The journey to the jetty, too, was easier than had been suggested. It was only the final return boat that had to fight increasing winds and seas.
There were a number of excursions on offer and I had chosen to go to see the penguins at Bluff Cove – partly because it offered more than one breed of penguins and partly because I knew the name Bluff Cove and though I might get a bit of history thrown in with the visit.
First, we were divided into groups of 16 to board minibuses which drove for about 20 minutes to a car park where we split into four groups of four and got into 4x4s (mainly Landrovers) to drive over the rocky, peaty, land to the penguin rookery at the lagoon. Good conversation with our lady driver on the way was followed by a full hour to view the penguins and enjoy scones, cake, coffee and shopping – what more could we ask for!?








Gentoo and King penguins share this site and the owner carefully marks out an area beyond which humans should not go. This means that the birds are not unduly disturbed and know that the young they are protecting or the egg they are hatching are safe. There were many nesting birds, hatching their young and almost as many either with a chick protected in its pouch or running around playing nearby. Definitely a place to visit if you have the opportunity to get this far south.
An easy ride back to town and I headed to the Historic Dockyard Museum which has some amazing displays for just £5 per adult. There’s a fascinating film about the 1982 invasion through the eyes of the children – I hope it’s available to History teachers in other countries because it certainly brings home the reality and uncertainty of war, the inability to get information or to be clear about what’s going on, the need for secrecy, so ‘better not let the children know, they might say something’.
Further along the main drag (Ross Road) is the Liberation Monument – not a war memorial as such but a tribute to all who were involved in the ’82 conflict. It’s impressive and a nice idea, I thought, not just to honour the dead. We have learnt increasingly over the years that the survivors of battle also suffer. But here it is LIBERATION that is celebrated. Nearby, alongside the street name ‘Thatcher Drive’ is a bust of the Iron Lady herself, accompanied by her April 3rd statement:
They are few in number but they have the right to live in peace, to choose their own way of life and to determine their own allegiance.
Margaret Thatcher

Studio 52 and the Tourist Information office shop have some great, original, souvenirs as do the other two gift shops along Ross Road as you walk back from the Museum to the jetty.
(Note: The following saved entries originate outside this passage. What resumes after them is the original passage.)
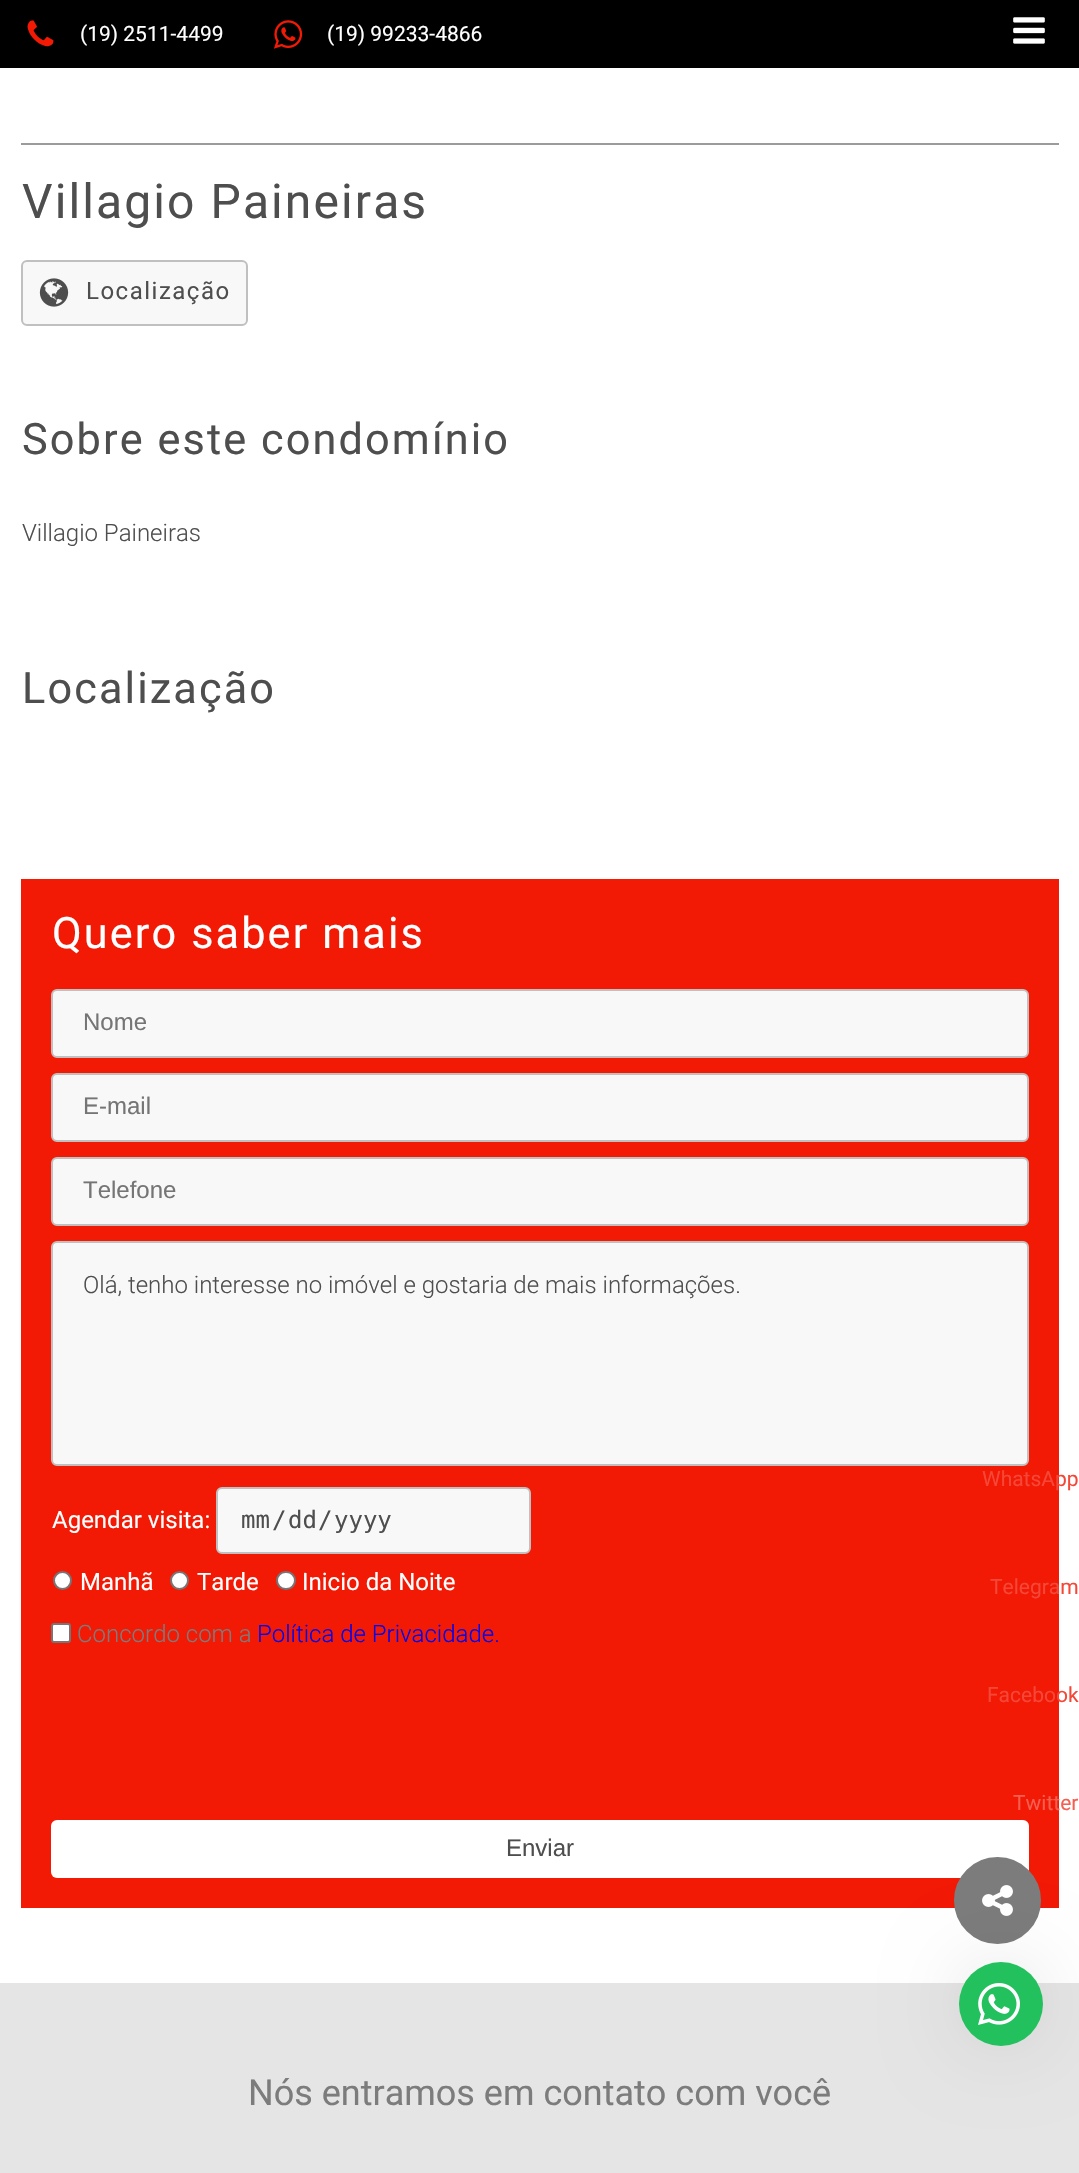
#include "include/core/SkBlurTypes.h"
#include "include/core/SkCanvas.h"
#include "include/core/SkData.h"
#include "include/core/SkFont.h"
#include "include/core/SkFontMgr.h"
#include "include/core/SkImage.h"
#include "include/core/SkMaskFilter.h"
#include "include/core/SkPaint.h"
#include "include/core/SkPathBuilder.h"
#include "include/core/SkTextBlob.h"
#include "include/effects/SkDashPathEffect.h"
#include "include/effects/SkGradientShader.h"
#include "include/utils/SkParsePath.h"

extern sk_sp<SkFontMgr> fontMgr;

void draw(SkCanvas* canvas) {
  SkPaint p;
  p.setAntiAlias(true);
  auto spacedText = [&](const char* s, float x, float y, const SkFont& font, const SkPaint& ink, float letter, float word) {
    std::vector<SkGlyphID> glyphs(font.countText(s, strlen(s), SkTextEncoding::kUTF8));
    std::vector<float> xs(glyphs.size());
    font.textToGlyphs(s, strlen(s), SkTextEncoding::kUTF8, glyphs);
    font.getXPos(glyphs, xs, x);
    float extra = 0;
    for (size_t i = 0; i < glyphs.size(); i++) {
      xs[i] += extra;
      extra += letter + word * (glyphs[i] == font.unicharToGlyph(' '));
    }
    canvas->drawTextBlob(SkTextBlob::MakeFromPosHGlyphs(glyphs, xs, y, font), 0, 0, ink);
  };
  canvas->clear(SK_ColorWHITE);
  p.setColor(SK_ColorBLACK);
  canvas->drawRect(SkRect::MakeLTRB(0, 0, 1079, 68), p);
  canvas->drawImageRect(SkImages::DeferredFromEncodedData(SkData::MakeFromFileName("images/1.png")), SkRect::MakeLTRB(27, 20, 54, 47), SkSamplingOptions());
  canvas->drawImageRect(SkImages::DeferredFromEncodedData(SkData::MakeFromFileName("images/2.png")), SkRect::MakeLTRB(273, 20, 303, 49), SkSamplingOptions());
  canvas->drawImageRect(SkImages::DeferredFromEncodedData(SkData::MakeFromFileName("images/3.png")), SkRect::MakeLTRB(1013, 17, 1045, 44), SkSamplingOptions());
  p.setColor(SkColorSetRGB(155, 155, 155));
  canvas->drawRect(SkRect::MakeLTRB(21, 143, 1059, 145), p);
  p.setColor(SkColorSetRGB(248, 248, 248));
  canvas->drawRoundRect(SkRect::MakeLTRB(22, 261, 247, 325), 5, 5, p);
  p.setStyle(SkPaint::kStroke_Style);
  p.setStrokeWidth(2);
  p.setColor(SkColorSetRGB(192, 192, 192));
  canvas->drawRoundRect(SkRect::MakeLTRB(22, 261, 247, 325), 5, 5, p);
  canvas->drawImageRect(SkImages::DeferredFromEncodedData(SkData::MakeFromFileName("images/4.png")), SkRect::MakeLTRB(39, 278, 69, 307), SkSamplingOptions());
  p.setStyle(SkPaint::kFill_Style);
  p.setColor(SkColorSetRGB(242, 25, 5));
  canvas->drawRect(SkRect::MakeLTRB(21, 879, 1059, 1908), p);
  p.setColor(SkColorSetRGB(248, 248, 248));
  canvas->drawRoundRect(SkRect::MakeLTRB(52, 990, 1028, 1057), 5, 5, p);
  p.setStyle(SkPaint::kStroke_Style);
  p.setColor(SkColorSetRGB(192, 192, 192));
  canvas->drawRoundRect(SkRect::MakeLTRB(52, 990, 1028, 1057), 5, 5, p);
  p.setStyle(SkPaint::kFill_Style);
  p.setColor(SkColorSetRGB(248, 248, 248));
  canvas->drawRoundRect(SkRect::MakeLTRB(52, 1074, 1028, 1141), 5, 5, p);
  p.setStyle(SkPaint::kStroke_Style);
  p.setColor(SkColorSetRGB(192, 192, 192));
  canvas->drawRoundRect(SkRect::MakeLTRB(52, 1074, 1028, 1141), 5, 5, p);
  p.setStyle(SkPaint::kFill_Style);
  p.setColor(SkColorSetRGB(248, 248, 248));
  canvas->drawRoundRect(SkRect::MakeLTRB(52, 1158, 1028, 1225), 5, 5, p);
  p.setStyle(SkPaint::kStroke_Style);
  p.setColor(SkColorSetRGB(192, 192, 192));
  canvas->drawRoundRect(SkRect::MakeLTRB(52, 1158, 1028, 1225), 5, 5, p);
  p.setStyle(SkPaint::kFill_Style);
  p.setColor(SkColorSetRGB(248, 248, 248));
  canvas->drawRoundRect(SkRect::MakeLTRB(52, 1242, 1028, 1465), 5, 5, p);
  p.setStyle(SkPaint::kStroke_Style);
  p.setColor(SkColorSetRGB(192, 192, 192));
  canvas->drawRoundRect(SkRect::MakeLTRB(52, 1242, 1028, 1465), 5, 5, p);
  p.setStyle(SkPaint::kFill_Style);
  p.setColor(SkColorSetRGB(248, 248, 248));
  canvas->drawRoundRect(SkRect::MakeLTRB(217, 1488, 530, 1553), 5, 5, p);
  p.setStyle(SkPaint::kStroke_Style);
  p.setColor(SkColorSetRGB(192, 192, 192));
  canvas->drawRoundRect(SkRect::MakeLTRB(217, 1488, 530, 1553), 5, 5, p);
  p.setStyle(SkPaint::kFill_Style);
  p.setColor(SK_ColorWHITE);
  canvas->drawCircle(62.5f, 1580.5f, 8.5f, p);
  p.setStyle(SkPaint::kStroke_Style);
  p.setColor(SkColorSetRGB(118, 118, 118));
  canvas->drawCircle(62.5f, 1580.5f, 8.5f, p);
  p.setStyle(SkPaint::kFill_Style);
  p.setColor(SK_ColorWHITE);
  canvas->drawCircle(179.5f, 1580.5f, 8.5f, p);
  p.setStyle(SkPaint::kStroke_Style);
  p.setColor(SkColorSetRGB(118, 118, 118));
  canvas->drawCircle(179.5f, 1580.5f, 8.5f, p);
  p.setStyle(SkPaint::kFill_Style);
  p.setColor(SK_ColorWHITE);
  canvas->drawRoundRect(SkRect::MakeLTRB(277, 1572, 295, 1589), 8.5f, 8.5f, p);
  p.setStyle(SkPaint::kStroke_Style);
  p.setColor(SkColorSetRGB(118, 118, 118));
  canvas->drawRoundRect(SkRect::MakeLTRB(277, 1572, 295, 1589), 8.5f, 8.5f, p);
  p.setStyle(SkPaint::kFill_Style);
  p.setColor(SK_ColorWHITE);
  canvas->drawRoundRect(SkRect::MakeLTRB(52, 1624, 70, 1642), 2, 2, p);
  p.setStyle(SkPaint::kStroke_Style);
  p.setColor(SkColorSetRGB(118, 118, 118));
  canvas->drawRoundRect(SkRect::MakeLTRB(52, 1624, 70, 1642), 2, 2, p);
  p.setStyle(SkPaint::kFill_Style);
  p.setColor(SK_ColorWHITE);
  canvas->drawRoundRect(SkRect::MakeLTRB(51, 1820, 1029, 1878), 6, 6, p);
  p.setColor(SkColorSetRGB(124, 124, 124));
  canvas->drawCircle(997.5f, 1900.5f, 42.5f, p);
  p.setStyle(SkPaint::kStroke_Style);
  canvas->drawCircle(997.5f, 1900.5f, 42.5f, p);
  canvas->drawImageRect(SkImages::DeferredFromEncodedData(SkData::MakeFromFileName("images/5.png")), SkRect::MakeLTRB(982, 1885, 1013, 1916), SkSamplingOptions());
  p.setStyle(SkPaint::kFill_Style);
  p.setColor(SkColorSetRGB(229, 229, 229));
  canvas->drawRect(SkRect::MakeLTRB(0, 1983, 1079, 2173), p);
  p.setColor(SkColorSetARGB(26, 0, 0, 0));
  p.setMaskFilter(SkMaskFilter::MakeBlur(kNormal_SkBlurStyle, 37.5f));
  canvas->drawRoundRect(SkRect::MakeLTRB(959, 1962, 1043, 2046), 42, 42, p);
  p.setMaskFilter(nullptr);
  p.setColor(SkColorSetRGB(34, 193, 94));
  canvas->drawCircle(1001, 2004, 42, p);
  canvas->drawImageRect(SkImages::DeferredFromEncodedData(SkData::MakeFromFileName("images/6.png")), SkRect::MakeLTRB(978, 1983, 1020, 2025), SkSamplingOptions());
  SkFont font1(fontMgr->matchFamilyStyle("Roboto", SkFontStyle::Normal()), 21);
  font1.setSubpixel(true);
  p.setColor(SK_ColorWHITE);
  canvas->drawString("(19) 2511-4499", 80, 41, font1, p);
  canvas->drawString("(19) 99233-4866", 327, 41, font1, p);
  SkFont font2(fontMgr->matchFamilyStyle("Roboto", SkFontStyle::Normal()), 48);
  font2.setSubpixel(true);
  p.setColor(SkColorSetRGB(78, 78, 78));
  spacedText("Villagio Paineiras", 22, 218, font2, p, 2.1f, 0);
  SkFont font3(fontMgr->matchFamilyStyle("Roboto", SkFontStyle::Normal()), 24);
  font3.setSubpixel(true);
  spacedText("Localização", 86, 299, font3, p, 1.5f, 0);
  SkFont font4(fontMgr->matchFamilyStyle("Roboto", SkFontStyle::Normal()), 43.25f);
  font4.setSubpixel(true);
  spacedText("Sobre este condomínio", 22, 454, font4, p, 2.1f, 0);
  SkFont font5(fontMgr->matchFamilyStyle("Roboto", SkFontStyle(300, SkFontStyle::kNormal_Width, SkFontStyle::kUpright_Slant)), 24);
  font5.setSubpixel(true);
  canvas->drawString("Villagio Paineiras", 22, 541, font5, p);
  spacedText("Localização", 22, 703, font4, p, 2.1f, 0);
  p.setColor(SK_ColorWHITE);
  spacedText("Quero saber mais", 52, 948, font4, p, 2.1f, 0);
  SkFont font6(fontMgr->matchFamilyStyle("Liberation Sans", SkFontStyle::Normal()), 24);
  font6.setSubpixel(true);
  p.setColor(SkColorSetRGB(117, 117, 117));
  canvas->drawString("Nome", 83, 1030, font6, p);
  canvas->drawString("E-mail", 83, 1114, font6, p);
  canvas->drawString("Telefone", 83, 1198, font6, p);
  p.setColor(SkColorSetRGB(78, 78, 78));
  canvas->drawString("Olá, tenho interesse no imóvel e gostaria de mais informações.", 83, 1293, font5, p);
  p.setColor(SK_ColorWHITE);
  canvas->drawString("Agendar visita:", 52, 1528, font3, p);
  SkFont font7(fontMgr->matchFamilyStyle("DejaVu Sans Mono", SkFontStyle::Normal()), 24);
  font7.setSubpixel(true);
  p.setColor(SkColorSetRGB(78, 78, 78));
  canvas->drawString("mm", 241, 1528, font7, p);
  canvas->drawString("/", 272, 1528, font7, p);
  canvas->drawString("dd", 288, 1528, font7, p);
  canvas->drawString("/", 318, 1528, font7, p);
  canvas->drawString("yyyy", 334, 1528, font7, p);
  p.setColor(SK_ColorWHITE);
  canvas->drawString("Manhã", 80, 1590, font3, p);
  canvas->drawString("Tarde", 197, 1590, font3, p);
  canvas->drawString("Inicio da Noite", 302, 1590, font3, p);
  p.setColor(SkColorSetRGB(124, 124, 124));
  canvas->drawString("Concordo com a", 77, 1642, font5, p);
  p.setColor(SkColorSetRGB(0, 0, 238));
  canvas->drawString("Política de Privacidade.", 257, 1642, font5, p);
  p.setColor(SkColorSetRGB(78, 78, 78));
  canvas->drawString("Enviar", 506, 1856, font6, p);
  p.setColor(SkColorSetRGB(245, 71, 55));
  canvas->drawString("WhatsApp", 982, 1486, font1, p);
  canvas->drawString("Telegram", 990, 1594, font1, p);
  canvas->drawString("Facebook", 987, 1702, font1, p);
  p.setColor(SkColorSetRGB(246, 94, 80));
  canvas->drawString("Twitter", 1013, 1810, font1, p);
  SkFont font8(fontMgr->matchFamilyStyle("Roboto", SkFontStyle::Normal()), 36);
  font8.setSubpixel(true);
  p.setColor(SkColorSetRGB(124, 124, 124));
  canvas->drawString("Nós entramos em contato com você", 248, 2105, font8, p);
}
I took a few minutes and went in to Christchurch Cathedral where I was intrigued by the crest in one of the stained glass windows behind the altar. It contained a crest which looked as though it should be that of a bishop but it had an outline map of the whole South American continent. Yes, that was the original diocese! It was only when the number of Anglicans increased that a division was made, but still it’s a shared diocese. At the same time I discovered that some of the early work of the South American Missionary Society (SAMS) was done in the Falklands and Tierra del Fuego with languages being learned and translated/ decoded. That was a surprised as I had not much associated SAMS with the Anglican Church.
All too soon, it was time to get back to the jetty, board a tender and bid farewell to this small but seemingly thriving community, so far from anywhere but so happy to feel free and supported.